This blog post is actually written for all dog owners and trainers, everywhere.

I'd like to introduce you to a wonderful training technique. It can help shy dogs become confident, turn aggressive dogs into love-muffins, eliminate fear, decrease unwanted barking, make dogs happier and more playful, increase obedience, and can even help with housebreaking issues. In fact, it does all that and a lot more.

 

I must be joking, right? 

 

Nope. It's called "The Pushing Exercise" and here are just a few case histories:

 

Ginger: A few years ago I got an e-mail from a veteran dog trainer of 35 years who started out using “pack leader” methods but switched several years ago to an “all positive” approach. She wanted to know how to get her “shy,” 11 month-old Jack Russell terrier Ginger to stop eliminating in the house. Since the little Jack wouldn’t play, I suggested that the woman spend some time on the floor every day, letting the dog jump on top of her, and that she hand feed all her dog’s meals outdoors, using what’s called the pushing exercise.
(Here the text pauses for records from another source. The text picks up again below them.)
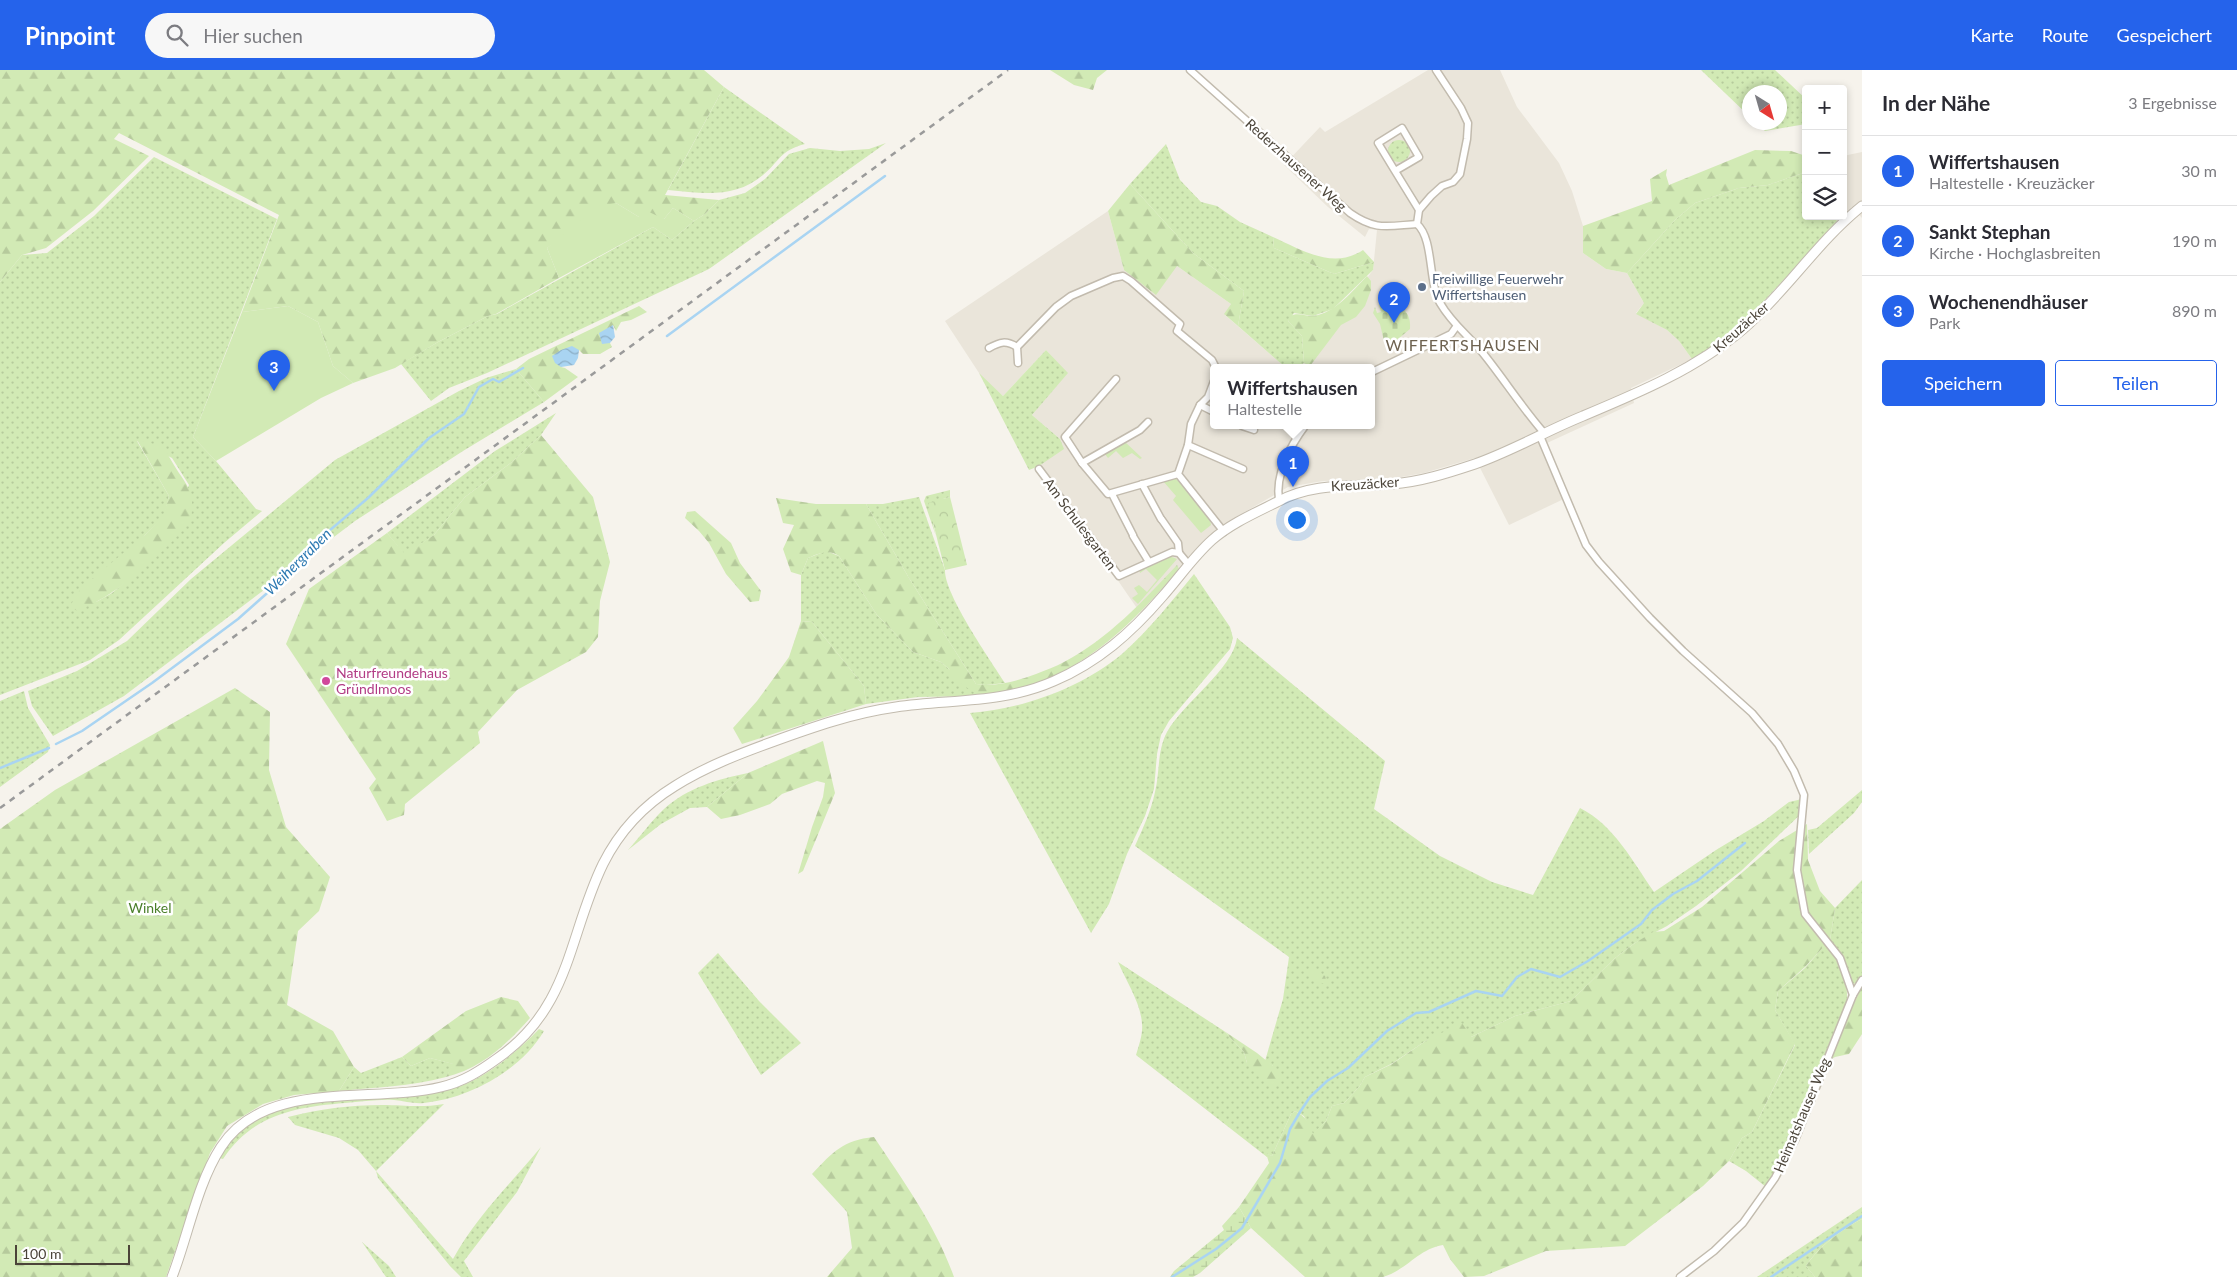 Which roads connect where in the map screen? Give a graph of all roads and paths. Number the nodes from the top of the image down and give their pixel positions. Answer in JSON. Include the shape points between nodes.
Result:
{"nodes":[{"id":1,"x":1190,"y":70,"type":"edge"},
{"id":2,"x":1436,"y":70,"type":"edge"},
{"id":3,"x":1395,"y":172,"type":"junction"},
{"id":4,"x":1862,"y":206,"type":"edge"},
{"id":5,"x":1419,"y":210,"type":"junction"},
{"id":6,"x":1417,"y":224,"type":"junction"},
{"id":7,"x":1456,"y":328,"type":"junction"},
{"id":8,"x":1017,"y":347,"type":"junction"},
{"id":9,"x":989,"y":348,"type":"dead end"},
{"id":10,"x":1018,"y":363,"type":"dead end"},
{"id":11,"x":1214,"y":364,"type":"edge"},
{"id":12,"x":1375,"y":371,"type":"edge"},
{"id":13,"x":1116,"y":379,"type":"dead end"},
{"id":14,"x":1210,"y":392,"type":"edge"},
{"id":15,"x":1200,"y":405,"type":"junction"},
{"id":16,"x":1210,"y":410,"type":"edge"},
{"id":17,"x":1148,"y":422,"type":"dead end"},
{"id":18,"x":1251,"y":429,"type":"edge"},
{"id":19,"x":1303,"y":429,"type":"edge"},
{"id":20,"x":1254,"y":430,"type":"dead end"},
{"id":21,"x":1542,"y":435,"type":"junction"},
{"id":22,"x":1188,"y":445,"type":"junction"},
{"id":23,"x":1082,"y":464,"type":"junction"},
{"id":24,"x":1039,"y":469,"type":"dead end"},
{"id":25,"x":1242,"y":469,"type":"dead end"},
{"id":26,"x":1178,"y":474,"type":"junction"},
{"id":27,"x":1142,"y":484,"type":"junction"},
{"id":28,"x":1112,"y":494,"type":"junction"},
{"id":29,"x":1279,"y":500,"type":"junction"},
{"id":30,"x":1224,"y":532,"type":"junction"},
{"id":31,"x":1178,"y":553,"type":"junction"},
{"id":32,"x":1149,"y":562,"type":"junction"},
{"id":33,"x":1189,"y":565,"type":"junction"},
{"id":34,"x":1862,"y":980,"type":"edge"},
{"id":35,"x":1853,"y":995,"type":"junction"},
{"id":36,"x":172,"y":1277,"type":"edge"},
{"id":37,"x":1680,"y":1277,"type":"edge"}],
"edges":[{"from":1,"to":6,"type":"street","name":"Rederzhausener Weg","via":[[1362,222],[1376,226]]},
{"from":2,"to":5,"type":"street","via":[[1468,123],[1467,139],[1460,174],[1430,196]]},
{"from":3,"to":3,"type":"street","via":[[1378,143],[1402,128],[1419,157]]},
{"from":3,"to":5,"type":"street"},
{"from":4,"to":21,"type":"street","name":"Kreuzäcker","via":[[1825,239],[1766,308],[1726,342],[1659,382]]},
{"from":5,"to":6,"type":"street"},
{"from":6,"to":7,"type":"street","via":[[1425,237],[1436,294]]},
{"from":7,"to":12,"type":"street","via":[[1451,334]]},
{"from":7,"to":21,"type":"street","via":[[1481,351]]},
{"from":8,"to":9,"type":"street","via":[[1002,342]]},
{"from":8,"to":10,"type":"street"},
{"from":8,"to":11,"type":"street","via":[[1071,296],[1123,276],[1180,324],[1177,331]]},
{"from":13,"to":23,"type":"street","via":[[1065,437]]},
{"from":14,"to":15,"type":"street"},
{"from":15,"to":16,"type":"street"},
{"from":15,"to":22,"type":"street","via":[[1191,424]]},
{"from":17,"to":23,"type":"street"},
{"from":18,"to":20,"type":"street"},
{"from":19,"to":29,"type":"street","via":[[1278,482]]},
{"from":21,"to":29,"type":"street","name":"Kreuzäcker","via":[[1474,464],[1424,479],[1395,484],[1328,486]]},
{"from":21,"to":35,"type":"street","via":[[1583,538],[1599,562],[1663,631],[1752,713],[1778,744],[1794,771],[1804,795],[1797,870],[1805,914],[1840,958]]},
{"from":22,"to":25,"type":"street"},
{"from":22,"to":26,"type":"street"},
{"from":23,"to":28,"type":"street","via":[[1104,492]]},
{"from":24,"to":32,"type":"street","name":"Am Schulesgarten","via":[[1119,576]]},
{"from":26,"to":27,"type":"street"},
{"from":26,"to":30,"type":"street"},
{"from":27,"to":28,"type":"street"},
{"from":27,"to":31,"type":"street","via":[[1178,543]]},
{"from":28,"to":32,"type":"street"},
{"from":29,"to":30,"type":"street","name":"Kreuzäcker"},
{"from":30,"to":33,"type":"street","name":"Kreuzäcker"},
{"from":31,"to":32,"type":"street","name":"Am Schulesgarten","via":[[1164,554]]},
{"from":31,"to":33,"type":"street"},
{"from":33,"to":36,"type":"street","name":"Kreuzäcker","via":[[1134,628],[1100,657],[1057,680],[1030,691],[990,699],[897,706],[843,717],[730,758],[671,788],[628,826],[605,860],[589,897],[560,985],[526,1036],[466,1079],[440,1087],[293,1102],[269,1108],[241,1126],[226,1140],[209,1170]]},
{"from":34,"to":35,"type":"street","name":"Heimatshauser Weg"},
{"from":35,"to":37,"type":"street","name":"Heimatshauser Weg","via":[[1776,1178],[1743,1223]]}]}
Within a week the little doggie had not only stopped eliminating in the house, she was much less shy and actually began bringing her owner a toy. 

 

Ba’sia: Some members of an online behavior board read about the pushing exercise on my training blog, and several of them tried it, just to see what changes if any it created in their dogs. Within 4 or 5 days the owners of a shy Belgian shepherd named Ba’sia, who loved to chase the Frisbee but was hesitant about bring it back, began bringing it back to her owners, on her own, with no prompts. She just suddenly “felt” like doing it. And better than that, her shyness melted away too.

 

Fancy: When Fancy, a boxer, was a puppy she was sick for several months and had to be kenneled at the vet’s office. As a result she had trouble interpreting social signals from other dogs and was getting into skirmishes a lot at the park and the dog run. I did the pushing exercise with her for a few days, and she slowly began to learn how to play nicely with other dogs. There was one unanticipated side-effect. Her owner called me about four days in to her taining, to ask if I’d also been working on her fear of sidewalk grates. I told them I hadn’t even known about the behavior.
 

“Well, whatever you're doing it's working like a charm. She’s no longer afraid of them!”

 

Kyla: A German shepherd mix (mostly shepherd) named Kyla had a very “dominant” temperament, and one problem she had was that she could not be bribed, cajoled, or coaxed with treats away from her intense focus on squirrels. She also pulled constantly on the leash, ignored her owner’s commands, constantly got underfoot at home, was always jumping up on the bed or the couch, barked incessantly at other dogs at the dog run, and scavenged like there was no tomorrow. But Kyla slowly and gradually became a totally different dog. She now loves to obey all her commands, she no longer pulls on the leash, she still shows a strong interest in squirrels, but is easily called away, stays off the furniture, and no longer scavenges.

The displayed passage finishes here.